:: THE PROBLEM ::
Establish the number of lines below that contain the string "hand". State that number alone.
[[ DATA IN THIS EXERCISE open ]]
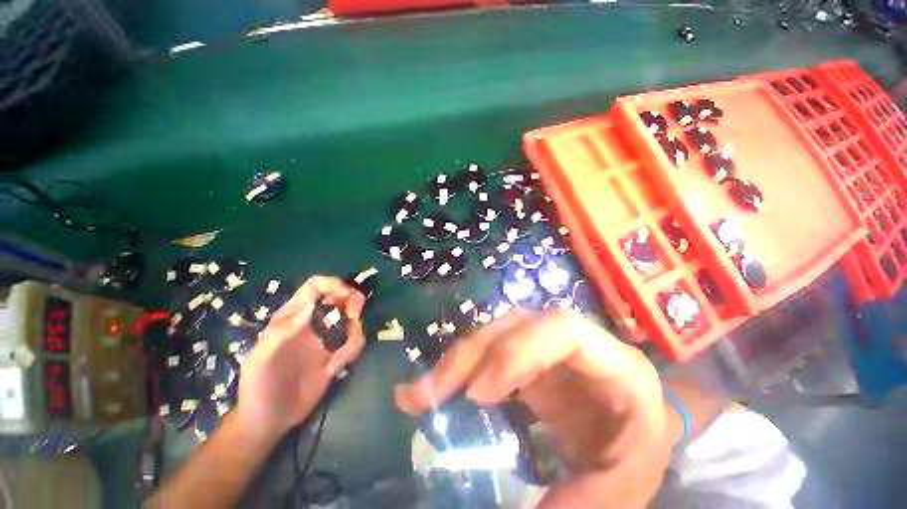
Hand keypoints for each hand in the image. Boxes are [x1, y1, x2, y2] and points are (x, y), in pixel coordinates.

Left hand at [236, 276, 364, 436]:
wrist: (269, 419)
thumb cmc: (259, 386)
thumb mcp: (262, 358)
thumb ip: (282, 331)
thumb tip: (311, 306)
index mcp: (293, 317)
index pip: (315, 287)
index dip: (333, 284)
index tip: (347, 294)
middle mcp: (312, 322)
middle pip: (339, 298)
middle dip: (352, 302)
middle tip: (354, 314)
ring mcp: (326, 339)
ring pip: (351, 320)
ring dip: (354, 330)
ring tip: (339, 355)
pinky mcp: (336, 354)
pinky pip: (354, 343)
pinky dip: (353, 350)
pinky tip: (336, 367)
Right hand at [394, 309, 671, 508]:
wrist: (632, 432)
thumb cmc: (634, 451)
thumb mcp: (622, 485)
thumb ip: (583, 502)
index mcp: (612, 361)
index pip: (561, 330)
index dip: (516, 351)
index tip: (478, 394)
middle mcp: (573, 341)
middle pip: (515, 325)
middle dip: (471, 355)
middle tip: (431, 394)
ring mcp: (545, 346)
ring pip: (496, 333)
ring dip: (458, 360)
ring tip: (422, 392)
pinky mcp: (526, 357)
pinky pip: (489, 352)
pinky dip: (461, 368)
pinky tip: (437, 387)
[[ DATA IN THIS EXERCISE closed ]]
:: TASK RESPONSE ::
3